Record set below:
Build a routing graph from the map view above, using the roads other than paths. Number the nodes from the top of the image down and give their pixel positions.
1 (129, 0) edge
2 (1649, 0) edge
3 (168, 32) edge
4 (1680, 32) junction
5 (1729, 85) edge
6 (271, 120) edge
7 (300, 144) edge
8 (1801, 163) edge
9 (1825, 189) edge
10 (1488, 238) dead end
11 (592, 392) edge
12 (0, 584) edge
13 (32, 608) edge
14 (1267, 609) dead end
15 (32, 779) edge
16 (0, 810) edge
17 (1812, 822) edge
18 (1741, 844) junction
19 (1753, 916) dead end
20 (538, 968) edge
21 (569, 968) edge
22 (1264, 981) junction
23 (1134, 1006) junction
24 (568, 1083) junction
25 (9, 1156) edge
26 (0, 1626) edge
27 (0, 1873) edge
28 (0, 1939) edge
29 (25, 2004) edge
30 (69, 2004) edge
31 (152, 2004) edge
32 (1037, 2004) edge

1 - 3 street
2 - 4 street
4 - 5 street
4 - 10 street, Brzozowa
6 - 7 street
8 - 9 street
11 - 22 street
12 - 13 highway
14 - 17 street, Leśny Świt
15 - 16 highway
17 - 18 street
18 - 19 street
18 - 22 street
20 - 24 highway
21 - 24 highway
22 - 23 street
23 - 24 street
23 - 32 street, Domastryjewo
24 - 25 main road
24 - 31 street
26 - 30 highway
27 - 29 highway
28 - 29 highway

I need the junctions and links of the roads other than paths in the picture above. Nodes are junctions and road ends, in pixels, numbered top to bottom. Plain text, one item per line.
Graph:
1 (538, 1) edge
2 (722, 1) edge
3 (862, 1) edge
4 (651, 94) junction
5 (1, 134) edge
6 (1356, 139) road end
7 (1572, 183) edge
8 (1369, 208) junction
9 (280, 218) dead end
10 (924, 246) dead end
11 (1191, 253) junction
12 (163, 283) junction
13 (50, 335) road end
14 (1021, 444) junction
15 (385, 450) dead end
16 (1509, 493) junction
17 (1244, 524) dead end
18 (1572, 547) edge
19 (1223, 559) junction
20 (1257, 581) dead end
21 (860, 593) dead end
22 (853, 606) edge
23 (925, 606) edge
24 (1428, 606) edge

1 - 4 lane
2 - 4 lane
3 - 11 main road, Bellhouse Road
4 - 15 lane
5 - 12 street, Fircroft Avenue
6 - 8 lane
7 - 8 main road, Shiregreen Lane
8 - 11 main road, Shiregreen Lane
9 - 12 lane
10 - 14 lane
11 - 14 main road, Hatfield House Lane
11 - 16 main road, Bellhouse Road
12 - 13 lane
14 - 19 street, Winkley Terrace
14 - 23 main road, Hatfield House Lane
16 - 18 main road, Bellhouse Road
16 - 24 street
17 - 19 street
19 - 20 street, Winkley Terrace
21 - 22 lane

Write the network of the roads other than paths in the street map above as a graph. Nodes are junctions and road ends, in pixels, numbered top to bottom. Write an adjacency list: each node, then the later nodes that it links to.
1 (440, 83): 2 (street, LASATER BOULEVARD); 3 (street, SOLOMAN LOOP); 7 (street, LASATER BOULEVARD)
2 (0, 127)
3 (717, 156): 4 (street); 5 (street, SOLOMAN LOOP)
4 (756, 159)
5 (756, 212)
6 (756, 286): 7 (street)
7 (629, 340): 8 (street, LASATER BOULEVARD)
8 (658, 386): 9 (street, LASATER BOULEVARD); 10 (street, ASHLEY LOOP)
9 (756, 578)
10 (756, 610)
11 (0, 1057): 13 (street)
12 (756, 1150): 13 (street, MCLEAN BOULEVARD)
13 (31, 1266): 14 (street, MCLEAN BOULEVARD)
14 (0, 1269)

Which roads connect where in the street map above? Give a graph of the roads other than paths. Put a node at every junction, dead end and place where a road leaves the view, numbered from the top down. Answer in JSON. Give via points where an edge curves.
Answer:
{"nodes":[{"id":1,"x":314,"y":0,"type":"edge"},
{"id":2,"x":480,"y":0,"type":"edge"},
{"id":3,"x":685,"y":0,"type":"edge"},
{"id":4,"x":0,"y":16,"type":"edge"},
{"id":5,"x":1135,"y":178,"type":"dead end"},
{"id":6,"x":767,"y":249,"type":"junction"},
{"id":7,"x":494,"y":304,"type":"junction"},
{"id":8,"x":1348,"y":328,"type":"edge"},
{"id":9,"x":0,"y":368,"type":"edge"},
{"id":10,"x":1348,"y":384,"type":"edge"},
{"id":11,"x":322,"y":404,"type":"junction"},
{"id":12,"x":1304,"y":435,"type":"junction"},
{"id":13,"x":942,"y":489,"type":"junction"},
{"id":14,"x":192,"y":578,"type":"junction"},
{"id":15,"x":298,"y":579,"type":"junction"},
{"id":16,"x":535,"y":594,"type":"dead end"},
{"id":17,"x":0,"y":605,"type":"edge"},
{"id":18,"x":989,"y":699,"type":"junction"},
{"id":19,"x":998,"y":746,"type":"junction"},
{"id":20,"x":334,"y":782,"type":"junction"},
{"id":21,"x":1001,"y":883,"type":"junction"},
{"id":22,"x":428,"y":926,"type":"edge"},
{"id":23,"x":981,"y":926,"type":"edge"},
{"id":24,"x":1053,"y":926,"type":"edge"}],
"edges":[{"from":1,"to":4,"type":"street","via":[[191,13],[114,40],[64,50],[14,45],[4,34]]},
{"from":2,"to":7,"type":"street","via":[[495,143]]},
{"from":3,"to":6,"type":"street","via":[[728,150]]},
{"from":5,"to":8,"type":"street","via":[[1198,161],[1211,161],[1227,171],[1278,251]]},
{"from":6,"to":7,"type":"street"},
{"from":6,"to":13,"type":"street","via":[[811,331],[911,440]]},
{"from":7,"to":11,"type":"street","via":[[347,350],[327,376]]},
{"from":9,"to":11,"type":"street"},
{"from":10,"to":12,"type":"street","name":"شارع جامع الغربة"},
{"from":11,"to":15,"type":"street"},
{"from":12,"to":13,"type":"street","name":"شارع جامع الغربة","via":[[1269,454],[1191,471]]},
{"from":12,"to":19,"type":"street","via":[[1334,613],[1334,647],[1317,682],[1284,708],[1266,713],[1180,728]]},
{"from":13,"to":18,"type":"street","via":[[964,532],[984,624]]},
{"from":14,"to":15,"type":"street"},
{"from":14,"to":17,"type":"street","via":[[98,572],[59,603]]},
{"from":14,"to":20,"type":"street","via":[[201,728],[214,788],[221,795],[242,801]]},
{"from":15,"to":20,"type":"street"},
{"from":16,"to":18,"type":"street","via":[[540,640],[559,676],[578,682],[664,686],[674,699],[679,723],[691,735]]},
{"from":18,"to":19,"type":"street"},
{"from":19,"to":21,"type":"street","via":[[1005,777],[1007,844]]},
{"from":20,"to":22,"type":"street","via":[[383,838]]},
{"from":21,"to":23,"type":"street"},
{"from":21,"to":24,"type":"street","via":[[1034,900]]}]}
End of Record set.
- _What this task involves_
In which lines of the material above does the string "other" occur? Copy them all.

- _Task solution_
Build a routing graph from the map view above, using the roads other than paths. Number the nodes from the top of the image down and give their pixel positions.
I need the junctions and links of the roads other than paths in the picture above. Nodes are junctions and road ends, in pixels, numbered top to bottom. Plain text, one item per line.
Write the network of the roads other than paths in the street map above as a graph. Nodes are junctions and road ends, in pixels, numbered top to bottom. Write an adjacency list: each node, then the later nodes that it links to.
Which roads connect where in the street map above? Give a graph of the roads other than paths. Put a node at every junction, dead end and place where a road leaves the view, numbered from the top down. Answer in JSON. Give via points where an edge curves.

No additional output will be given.